We are used to thinking of a system of linear equations such as:

\(\displaystyle Ax = b\)

as "something we solve for \(\displaystyle x\)" given the matrix \(\displaystyle A\) of coefficients, and the constant vector \(\displaystyle b\).

In this vein, what you have just shown is sometimes expressed as:

"general solution = particular solution + homogeneous solution".

Here, the solution set of the homogeneous system \(\displaystyle Ax = 0\) is the space \(\displaystyle S\), and \(\displaystyle x_0\) is some "particular" vector for which \(\displaystyle Ax_0 = b\).

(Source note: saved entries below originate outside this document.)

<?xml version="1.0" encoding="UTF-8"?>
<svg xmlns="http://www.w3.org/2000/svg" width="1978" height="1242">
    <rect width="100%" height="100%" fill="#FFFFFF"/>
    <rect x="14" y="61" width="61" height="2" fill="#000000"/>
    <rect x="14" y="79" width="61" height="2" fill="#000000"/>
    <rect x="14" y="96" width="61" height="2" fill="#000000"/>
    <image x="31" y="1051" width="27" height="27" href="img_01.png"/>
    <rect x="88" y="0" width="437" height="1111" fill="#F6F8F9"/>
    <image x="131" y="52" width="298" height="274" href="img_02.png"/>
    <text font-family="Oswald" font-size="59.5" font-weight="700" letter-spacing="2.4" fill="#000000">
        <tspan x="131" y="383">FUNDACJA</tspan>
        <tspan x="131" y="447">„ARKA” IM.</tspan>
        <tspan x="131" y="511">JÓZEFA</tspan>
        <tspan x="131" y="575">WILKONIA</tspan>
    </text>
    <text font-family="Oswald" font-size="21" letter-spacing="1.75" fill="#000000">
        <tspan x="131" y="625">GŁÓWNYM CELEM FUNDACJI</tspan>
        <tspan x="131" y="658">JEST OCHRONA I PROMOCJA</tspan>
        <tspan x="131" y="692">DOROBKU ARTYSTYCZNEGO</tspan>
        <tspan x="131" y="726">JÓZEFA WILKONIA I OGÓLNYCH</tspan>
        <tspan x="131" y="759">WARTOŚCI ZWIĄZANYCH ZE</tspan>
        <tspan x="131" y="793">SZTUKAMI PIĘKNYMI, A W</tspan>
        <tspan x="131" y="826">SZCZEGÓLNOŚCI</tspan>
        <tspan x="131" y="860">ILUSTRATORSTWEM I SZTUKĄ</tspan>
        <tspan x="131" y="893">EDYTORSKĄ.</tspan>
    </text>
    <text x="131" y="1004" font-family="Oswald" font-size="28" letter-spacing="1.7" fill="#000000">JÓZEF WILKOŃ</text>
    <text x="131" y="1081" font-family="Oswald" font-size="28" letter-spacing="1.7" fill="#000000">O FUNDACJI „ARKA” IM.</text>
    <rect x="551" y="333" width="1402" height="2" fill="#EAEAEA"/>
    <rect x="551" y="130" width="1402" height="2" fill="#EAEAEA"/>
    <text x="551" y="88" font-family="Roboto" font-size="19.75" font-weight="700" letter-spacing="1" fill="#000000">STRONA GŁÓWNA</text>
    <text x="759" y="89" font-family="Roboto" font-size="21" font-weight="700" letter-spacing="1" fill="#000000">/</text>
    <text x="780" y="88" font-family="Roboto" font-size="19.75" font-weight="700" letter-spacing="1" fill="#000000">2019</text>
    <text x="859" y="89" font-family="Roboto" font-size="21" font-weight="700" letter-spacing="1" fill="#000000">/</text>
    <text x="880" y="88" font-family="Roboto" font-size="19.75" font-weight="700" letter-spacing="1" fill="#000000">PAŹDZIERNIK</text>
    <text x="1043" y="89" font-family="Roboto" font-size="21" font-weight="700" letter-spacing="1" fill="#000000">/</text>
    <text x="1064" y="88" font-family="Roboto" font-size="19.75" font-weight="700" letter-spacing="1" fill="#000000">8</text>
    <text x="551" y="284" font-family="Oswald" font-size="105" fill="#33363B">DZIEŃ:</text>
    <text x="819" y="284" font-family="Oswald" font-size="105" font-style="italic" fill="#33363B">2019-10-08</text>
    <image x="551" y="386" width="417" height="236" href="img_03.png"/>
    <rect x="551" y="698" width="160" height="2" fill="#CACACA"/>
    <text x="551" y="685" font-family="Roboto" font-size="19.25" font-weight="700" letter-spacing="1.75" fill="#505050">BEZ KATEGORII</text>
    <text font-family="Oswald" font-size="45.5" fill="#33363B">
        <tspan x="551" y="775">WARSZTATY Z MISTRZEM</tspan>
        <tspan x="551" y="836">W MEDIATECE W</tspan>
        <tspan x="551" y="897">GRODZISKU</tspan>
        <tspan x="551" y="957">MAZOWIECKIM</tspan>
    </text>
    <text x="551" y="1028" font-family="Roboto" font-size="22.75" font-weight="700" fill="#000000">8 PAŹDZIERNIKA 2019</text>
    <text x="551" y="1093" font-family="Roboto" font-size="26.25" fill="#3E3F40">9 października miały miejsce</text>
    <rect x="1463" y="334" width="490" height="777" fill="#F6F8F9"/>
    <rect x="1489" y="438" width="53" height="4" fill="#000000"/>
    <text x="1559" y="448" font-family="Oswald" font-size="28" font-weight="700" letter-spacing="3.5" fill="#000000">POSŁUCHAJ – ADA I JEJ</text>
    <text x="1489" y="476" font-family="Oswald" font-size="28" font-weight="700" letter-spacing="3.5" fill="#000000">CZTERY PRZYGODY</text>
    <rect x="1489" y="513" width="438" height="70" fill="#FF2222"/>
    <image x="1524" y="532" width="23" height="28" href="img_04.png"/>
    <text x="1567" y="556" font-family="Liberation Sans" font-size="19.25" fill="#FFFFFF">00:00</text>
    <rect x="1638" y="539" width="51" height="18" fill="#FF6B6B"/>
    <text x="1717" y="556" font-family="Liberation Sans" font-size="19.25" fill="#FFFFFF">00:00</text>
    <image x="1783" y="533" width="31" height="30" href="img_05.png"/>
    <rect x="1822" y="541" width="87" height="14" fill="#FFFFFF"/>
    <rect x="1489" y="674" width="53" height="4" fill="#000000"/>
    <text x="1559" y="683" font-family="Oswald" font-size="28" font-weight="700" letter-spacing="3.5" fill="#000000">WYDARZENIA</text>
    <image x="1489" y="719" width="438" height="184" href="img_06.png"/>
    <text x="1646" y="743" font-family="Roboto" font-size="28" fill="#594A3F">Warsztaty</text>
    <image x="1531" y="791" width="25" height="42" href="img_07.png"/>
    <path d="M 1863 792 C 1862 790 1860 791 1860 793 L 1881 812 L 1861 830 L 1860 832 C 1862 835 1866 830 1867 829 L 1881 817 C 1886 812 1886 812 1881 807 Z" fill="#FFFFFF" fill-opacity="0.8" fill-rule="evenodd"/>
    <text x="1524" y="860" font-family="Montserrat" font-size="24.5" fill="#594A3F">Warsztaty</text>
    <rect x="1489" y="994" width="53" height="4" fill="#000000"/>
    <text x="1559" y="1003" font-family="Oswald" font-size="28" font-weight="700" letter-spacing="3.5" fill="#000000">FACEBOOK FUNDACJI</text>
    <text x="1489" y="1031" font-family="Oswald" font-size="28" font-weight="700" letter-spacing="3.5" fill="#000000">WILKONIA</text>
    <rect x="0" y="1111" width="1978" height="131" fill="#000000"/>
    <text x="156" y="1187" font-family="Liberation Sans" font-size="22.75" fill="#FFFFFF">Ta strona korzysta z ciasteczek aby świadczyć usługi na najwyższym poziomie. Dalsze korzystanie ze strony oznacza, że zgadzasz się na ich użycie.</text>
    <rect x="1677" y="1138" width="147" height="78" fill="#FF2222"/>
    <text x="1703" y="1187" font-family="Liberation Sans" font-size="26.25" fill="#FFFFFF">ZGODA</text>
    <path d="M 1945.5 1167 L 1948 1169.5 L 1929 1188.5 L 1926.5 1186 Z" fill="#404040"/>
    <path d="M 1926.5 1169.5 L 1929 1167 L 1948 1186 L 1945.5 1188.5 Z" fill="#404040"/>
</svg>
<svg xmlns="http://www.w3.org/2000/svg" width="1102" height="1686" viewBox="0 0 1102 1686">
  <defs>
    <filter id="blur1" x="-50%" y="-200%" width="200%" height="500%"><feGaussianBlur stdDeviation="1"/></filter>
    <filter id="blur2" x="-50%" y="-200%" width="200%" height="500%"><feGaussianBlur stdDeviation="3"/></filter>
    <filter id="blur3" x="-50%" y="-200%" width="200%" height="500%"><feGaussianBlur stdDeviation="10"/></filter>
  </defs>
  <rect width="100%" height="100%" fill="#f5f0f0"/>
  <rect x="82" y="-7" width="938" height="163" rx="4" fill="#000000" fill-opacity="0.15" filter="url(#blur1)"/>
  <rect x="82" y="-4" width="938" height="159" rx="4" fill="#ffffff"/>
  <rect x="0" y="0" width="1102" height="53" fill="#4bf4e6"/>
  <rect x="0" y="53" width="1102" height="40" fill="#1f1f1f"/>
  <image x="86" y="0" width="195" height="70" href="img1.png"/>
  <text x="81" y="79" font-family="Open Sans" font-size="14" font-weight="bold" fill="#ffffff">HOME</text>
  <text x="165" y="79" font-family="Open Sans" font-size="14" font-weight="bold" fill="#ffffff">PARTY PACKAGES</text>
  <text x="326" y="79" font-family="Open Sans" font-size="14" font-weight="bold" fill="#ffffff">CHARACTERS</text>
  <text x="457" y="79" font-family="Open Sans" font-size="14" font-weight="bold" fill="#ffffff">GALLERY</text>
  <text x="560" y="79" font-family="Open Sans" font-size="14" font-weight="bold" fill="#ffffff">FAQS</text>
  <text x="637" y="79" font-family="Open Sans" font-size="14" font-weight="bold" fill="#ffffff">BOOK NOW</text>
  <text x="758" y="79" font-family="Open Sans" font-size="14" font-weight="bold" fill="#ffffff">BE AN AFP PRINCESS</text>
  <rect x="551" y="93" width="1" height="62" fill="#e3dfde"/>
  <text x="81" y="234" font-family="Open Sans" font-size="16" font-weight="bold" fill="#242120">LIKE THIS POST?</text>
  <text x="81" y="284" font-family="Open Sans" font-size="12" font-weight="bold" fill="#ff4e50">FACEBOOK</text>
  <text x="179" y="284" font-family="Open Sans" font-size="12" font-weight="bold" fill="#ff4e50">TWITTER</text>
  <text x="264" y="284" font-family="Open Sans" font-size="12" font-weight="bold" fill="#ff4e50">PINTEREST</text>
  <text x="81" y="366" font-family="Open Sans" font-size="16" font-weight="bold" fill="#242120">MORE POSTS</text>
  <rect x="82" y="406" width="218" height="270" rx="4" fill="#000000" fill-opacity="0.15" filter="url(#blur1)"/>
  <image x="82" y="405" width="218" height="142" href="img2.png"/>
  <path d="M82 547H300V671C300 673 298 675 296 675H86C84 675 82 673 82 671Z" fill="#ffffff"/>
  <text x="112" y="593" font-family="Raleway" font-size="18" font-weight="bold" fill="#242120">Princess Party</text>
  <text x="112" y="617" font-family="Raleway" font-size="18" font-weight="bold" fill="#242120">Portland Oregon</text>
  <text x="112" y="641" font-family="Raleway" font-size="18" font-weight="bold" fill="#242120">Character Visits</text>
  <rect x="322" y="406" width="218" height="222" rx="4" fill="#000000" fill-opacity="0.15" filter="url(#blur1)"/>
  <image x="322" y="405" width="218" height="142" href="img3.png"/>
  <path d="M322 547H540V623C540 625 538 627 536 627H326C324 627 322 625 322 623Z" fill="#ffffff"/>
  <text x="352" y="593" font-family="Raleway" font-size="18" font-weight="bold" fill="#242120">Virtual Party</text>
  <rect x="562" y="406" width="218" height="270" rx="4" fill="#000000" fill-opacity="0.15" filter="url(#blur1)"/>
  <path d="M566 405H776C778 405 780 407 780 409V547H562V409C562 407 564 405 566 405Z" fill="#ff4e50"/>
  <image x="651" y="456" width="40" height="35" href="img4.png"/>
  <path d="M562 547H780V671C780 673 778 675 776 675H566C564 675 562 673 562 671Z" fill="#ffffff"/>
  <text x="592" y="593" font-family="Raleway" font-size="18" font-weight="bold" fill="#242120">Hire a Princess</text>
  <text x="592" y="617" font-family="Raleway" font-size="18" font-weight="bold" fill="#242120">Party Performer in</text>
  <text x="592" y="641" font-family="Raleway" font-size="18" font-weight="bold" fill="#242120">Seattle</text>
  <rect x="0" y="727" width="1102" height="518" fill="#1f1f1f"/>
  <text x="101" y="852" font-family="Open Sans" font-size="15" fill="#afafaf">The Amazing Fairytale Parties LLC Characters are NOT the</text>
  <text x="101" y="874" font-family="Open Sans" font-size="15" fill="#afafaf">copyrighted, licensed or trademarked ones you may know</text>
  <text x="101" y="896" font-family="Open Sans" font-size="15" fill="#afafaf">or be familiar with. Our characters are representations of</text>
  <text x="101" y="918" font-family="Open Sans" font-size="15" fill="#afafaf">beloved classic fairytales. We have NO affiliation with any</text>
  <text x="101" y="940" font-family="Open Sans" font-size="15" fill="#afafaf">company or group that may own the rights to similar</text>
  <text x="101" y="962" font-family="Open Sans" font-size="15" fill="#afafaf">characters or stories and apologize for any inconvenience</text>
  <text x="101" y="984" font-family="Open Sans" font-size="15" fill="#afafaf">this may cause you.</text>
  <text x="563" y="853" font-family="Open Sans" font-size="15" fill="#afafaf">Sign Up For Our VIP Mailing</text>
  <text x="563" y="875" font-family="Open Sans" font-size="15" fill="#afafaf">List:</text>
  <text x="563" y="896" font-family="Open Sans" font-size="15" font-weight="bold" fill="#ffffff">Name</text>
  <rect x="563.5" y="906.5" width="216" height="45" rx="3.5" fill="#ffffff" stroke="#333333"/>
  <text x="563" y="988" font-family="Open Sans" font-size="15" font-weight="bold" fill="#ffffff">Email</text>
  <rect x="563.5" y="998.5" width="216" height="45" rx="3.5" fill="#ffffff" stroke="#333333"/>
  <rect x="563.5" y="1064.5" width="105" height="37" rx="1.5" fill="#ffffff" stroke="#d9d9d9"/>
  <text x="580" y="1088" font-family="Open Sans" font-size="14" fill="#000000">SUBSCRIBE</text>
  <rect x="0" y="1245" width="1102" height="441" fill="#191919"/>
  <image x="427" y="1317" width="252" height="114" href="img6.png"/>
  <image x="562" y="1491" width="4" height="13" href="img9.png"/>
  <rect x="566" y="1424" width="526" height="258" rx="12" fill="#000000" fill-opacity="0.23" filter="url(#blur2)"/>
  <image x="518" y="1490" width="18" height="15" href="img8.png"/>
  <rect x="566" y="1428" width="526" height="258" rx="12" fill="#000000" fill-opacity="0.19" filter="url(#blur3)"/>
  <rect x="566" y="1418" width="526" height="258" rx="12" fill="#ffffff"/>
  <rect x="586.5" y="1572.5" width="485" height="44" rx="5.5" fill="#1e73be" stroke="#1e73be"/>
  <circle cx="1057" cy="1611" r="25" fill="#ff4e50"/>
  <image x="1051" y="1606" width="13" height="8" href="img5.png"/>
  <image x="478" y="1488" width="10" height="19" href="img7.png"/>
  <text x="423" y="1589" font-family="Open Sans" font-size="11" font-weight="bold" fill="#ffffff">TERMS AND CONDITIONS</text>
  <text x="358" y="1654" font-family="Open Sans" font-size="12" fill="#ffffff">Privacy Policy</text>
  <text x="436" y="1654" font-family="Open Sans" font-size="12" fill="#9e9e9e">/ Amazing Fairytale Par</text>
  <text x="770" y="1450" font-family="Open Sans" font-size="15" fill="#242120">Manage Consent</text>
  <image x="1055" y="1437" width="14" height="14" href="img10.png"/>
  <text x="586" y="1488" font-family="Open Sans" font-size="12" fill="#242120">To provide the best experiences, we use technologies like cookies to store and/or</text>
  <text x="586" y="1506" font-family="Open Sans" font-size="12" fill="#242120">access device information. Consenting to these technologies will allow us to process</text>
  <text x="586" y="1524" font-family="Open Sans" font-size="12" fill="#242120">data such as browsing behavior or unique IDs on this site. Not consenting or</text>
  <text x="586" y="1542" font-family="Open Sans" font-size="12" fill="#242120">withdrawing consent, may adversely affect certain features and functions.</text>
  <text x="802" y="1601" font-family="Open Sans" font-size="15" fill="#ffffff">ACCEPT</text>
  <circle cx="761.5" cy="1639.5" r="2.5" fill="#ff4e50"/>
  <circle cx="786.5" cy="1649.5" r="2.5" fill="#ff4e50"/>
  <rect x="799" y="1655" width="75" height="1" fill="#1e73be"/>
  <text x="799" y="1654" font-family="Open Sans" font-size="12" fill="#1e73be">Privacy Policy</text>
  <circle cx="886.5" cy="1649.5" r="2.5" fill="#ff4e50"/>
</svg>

But we can look at this another way: given m equations in n unknowns, we can think of the associated matrix of coefficients \(\displaystyle A\) as something that takes an n-vector as input, and gives an m-vector as output. In other words, a linear transformation (since matrices are linear transformations...in some sense the linear transformations).

The set of n-vectors \(\displaystyle x\) that \(\displaystyle A\) "kills" (maps to the 0 m-vector), the space \(\displaystyle S\), is the null space or kernel of \(\displaystyle A\).

If the system \(\displaystyle Ax = b\) HAS a solution, this means that \(\displaystyle b\) lies in the image (or range​) of \(\displaystyle A\). In fact, we can say something stronger:

There is a 1-1 correspondence between the elements \(\displaystyle b\) in the image of \(\displaystyle A\), and the distinct cosets \(\displaystyle x_0 + S\). We can use the vector space structure of the image to induce a vector space structure on the cosets. The precise statement of this is known as the Rank-Nullity theorem:

For a linear transformation \(\displaystyle A\):

\(\displaystyle \text{dim}(\text{dom}(A)) = \text{dim}(\text{im}(A)) + \text{dim}(\text{ker}(A))\)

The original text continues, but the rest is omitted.